In the lead-up to the Supreme Court case Midland Funding LLC v. Johnson, the 4th circuit recently ruled that a disclaimer was sufficient to protect creditors from violating the FDCPA when filing proofs of claim.
In a bankruptcy, creditors get paid through filing proofs of claim – however, the Midland case mentioned above may soon resolve whether or not filing a stale proof of claim (one that has passed the statute of limitations) violates the FDCPA.
The Fair Debt Collections Practices Act was passed to protect consumers from predatory debt collectors. One of the protections offered was that communications be truthful, which would include whether or not a debt is owed. By filing a proof of claim on a time barred debt, there is a colorable argument that the FDCPA is being violated.

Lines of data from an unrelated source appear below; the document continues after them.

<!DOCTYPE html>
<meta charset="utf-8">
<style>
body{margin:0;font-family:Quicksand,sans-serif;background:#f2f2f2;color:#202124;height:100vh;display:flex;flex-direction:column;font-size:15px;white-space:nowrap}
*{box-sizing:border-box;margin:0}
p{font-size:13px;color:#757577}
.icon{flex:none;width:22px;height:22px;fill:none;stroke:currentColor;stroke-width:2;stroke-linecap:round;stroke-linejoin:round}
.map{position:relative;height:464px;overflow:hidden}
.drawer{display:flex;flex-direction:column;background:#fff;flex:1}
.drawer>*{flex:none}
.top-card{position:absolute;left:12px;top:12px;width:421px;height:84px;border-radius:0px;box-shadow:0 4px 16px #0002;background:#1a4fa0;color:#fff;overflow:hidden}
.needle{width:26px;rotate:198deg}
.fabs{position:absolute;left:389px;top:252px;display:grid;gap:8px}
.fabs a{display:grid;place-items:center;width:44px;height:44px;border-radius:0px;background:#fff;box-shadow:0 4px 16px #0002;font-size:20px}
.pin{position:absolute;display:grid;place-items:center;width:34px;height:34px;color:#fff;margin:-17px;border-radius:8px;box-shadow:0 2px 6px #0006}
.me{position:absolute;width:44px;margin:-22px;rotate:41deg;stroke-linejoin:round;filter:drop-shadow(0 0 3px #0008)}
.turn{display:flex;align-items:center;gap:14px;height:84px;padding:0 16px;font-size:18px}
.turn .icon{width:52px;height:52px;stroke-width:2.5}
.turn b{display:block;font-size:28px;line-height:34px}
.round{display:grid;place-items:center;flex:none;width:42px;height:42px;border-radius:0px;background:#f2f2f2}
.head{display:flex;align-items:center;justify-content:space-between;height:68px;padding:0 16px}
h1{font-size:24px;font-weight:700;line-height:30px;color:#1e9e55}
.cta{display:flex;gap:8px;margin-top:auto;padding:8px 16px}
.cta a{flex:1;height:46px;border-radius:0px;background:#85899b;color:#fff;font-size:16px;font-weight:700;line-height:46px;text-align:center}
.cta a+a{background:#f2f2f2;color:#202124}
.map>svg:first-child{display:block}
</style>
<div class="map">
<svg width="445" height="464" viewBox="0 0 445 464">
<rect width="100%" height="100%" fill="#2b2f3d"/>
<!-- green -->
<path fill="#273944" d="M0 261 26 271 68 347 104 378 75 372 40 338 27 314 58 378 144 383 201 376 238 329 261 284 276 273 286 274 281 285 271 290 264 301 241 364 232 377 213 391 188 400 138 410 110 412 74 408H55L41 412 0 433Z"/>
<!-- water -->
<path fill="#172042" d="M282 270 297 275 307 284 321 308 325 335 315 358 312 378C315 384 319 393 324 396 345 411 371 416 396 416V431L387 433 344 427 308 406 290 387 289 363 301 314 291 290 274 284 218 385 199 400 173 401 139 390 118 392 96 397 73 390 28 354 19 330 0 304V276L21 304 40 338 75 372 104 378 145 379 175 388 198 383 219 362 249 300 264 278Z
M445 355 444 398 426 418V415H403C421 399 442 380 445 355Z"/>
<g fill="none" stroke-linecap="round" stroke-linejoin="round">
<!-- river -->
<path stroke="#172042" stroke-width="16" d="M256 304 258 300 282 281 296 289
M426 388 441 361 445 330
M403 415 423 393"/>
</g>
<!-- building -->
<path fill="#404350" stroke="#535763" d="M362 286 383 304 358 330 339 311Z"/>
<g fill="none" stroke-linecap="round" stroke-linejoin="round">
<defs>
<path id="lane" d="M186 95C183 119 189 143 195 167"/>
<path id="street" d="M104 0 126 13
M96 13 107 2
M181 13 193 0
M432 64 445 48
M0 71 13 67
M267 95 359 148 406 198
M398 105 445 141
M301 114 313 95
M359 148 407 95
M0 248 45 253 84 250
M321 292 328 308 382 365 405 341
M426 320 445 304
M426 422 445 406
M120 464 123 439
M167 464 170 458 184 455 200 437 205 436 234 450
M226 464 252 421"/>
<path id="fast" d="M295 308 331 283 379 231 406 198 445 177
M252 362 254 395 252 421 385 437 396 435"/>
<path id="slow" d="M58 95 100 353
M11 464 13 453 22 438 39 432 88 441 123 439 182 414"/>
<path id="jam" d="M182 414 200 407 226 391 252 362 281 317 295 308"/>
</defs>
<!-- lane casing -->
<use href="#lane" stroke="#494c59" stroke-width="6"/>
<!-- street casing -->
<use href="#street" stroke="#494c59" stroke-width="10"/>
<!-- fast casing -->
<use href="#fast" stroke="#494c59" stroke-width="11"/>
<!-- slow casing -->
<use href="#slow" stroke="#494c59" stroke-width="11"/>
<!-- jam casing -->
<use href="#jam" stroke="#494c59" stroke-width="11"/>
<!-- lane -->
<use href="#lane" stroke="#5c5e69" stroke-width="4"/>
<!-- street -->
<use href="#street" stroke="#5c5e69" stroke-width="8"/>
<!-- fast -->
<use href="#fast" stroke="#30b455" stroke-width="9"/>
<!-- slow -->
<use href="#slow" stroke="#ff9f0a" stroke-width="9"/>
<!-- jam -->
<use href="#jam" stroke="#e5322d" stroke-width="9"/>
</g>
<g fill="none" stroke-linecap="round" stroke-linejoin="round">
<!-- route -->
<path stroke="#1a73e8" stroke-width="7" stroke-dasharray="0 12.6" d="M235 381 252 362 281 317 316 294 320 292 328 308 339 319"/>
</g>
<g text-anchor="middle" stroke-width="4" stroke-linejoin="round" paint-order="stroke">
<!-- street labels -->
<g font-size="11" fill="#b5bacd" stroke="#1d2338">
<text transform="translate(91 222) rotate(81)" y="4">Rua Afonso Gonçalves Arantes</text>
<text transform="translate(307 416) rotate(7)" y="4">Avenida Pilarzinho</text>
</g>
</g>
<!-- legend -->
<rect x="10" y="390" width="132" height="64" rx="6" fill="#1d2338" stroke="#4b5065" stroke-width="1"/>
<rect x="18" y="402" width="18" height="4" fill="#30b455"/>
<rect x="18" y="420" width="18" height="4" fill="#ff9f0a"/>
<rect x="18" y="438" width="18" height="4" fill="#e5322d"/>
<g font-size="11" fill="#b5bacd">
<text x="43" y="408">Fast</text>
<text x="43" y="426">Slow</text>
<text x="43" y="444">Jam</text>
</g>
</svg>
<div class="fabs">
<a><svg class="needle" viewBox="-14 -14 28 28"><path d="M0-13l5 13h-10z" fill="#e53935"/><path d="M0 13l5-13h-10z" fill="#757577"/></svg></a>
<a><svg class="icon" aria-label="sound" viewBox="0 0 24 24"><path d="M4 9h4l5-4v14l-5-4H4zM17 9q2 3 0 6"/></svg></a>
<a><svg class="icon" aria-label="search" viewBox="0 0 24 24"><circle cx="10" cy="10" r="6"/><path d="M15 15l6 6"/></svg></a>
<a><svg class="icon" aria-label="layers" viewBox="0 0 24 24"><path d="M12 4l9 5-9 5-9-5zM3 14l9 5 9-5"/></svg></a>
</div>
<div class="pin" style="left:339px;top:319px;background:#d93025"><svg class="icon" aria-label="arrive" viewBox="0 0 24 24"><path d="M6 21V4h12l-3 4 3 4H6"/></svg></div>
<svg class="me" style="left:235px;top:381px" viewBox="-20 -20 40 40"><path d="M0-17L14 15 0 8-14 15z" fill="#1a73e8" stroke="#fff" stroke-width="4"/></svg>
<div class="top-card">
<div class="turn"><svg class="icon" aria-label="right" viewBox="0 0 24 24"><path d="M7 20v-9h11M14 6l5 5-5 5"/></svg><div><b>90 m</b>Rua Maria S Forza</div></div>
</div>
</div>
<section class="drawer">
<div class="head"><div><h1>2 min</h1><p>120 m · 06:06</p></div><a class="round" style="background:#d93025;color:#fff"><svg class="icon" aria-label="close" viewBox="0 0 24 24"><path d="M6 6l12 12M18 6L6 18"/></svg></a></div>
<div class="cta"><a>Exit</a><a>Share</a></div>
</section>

However, debt collectors can still call debtors to request payment on time barred debt, they just cannot try to enforce it in court, or explicitly state that there is a legal obligation to pay.
In the present case (not the Supreme Court case which is pending) the 4th Circuit ruled that the boiler plate language found on most bankruptcy collection letters that “this is not an attempt to collect a debt” was sufficient to obviate the sanctions of the FDCPA. In a sense, it is creating an avenue for creditors in the event of a pro-debtor decision being handed down by the Supreme Court.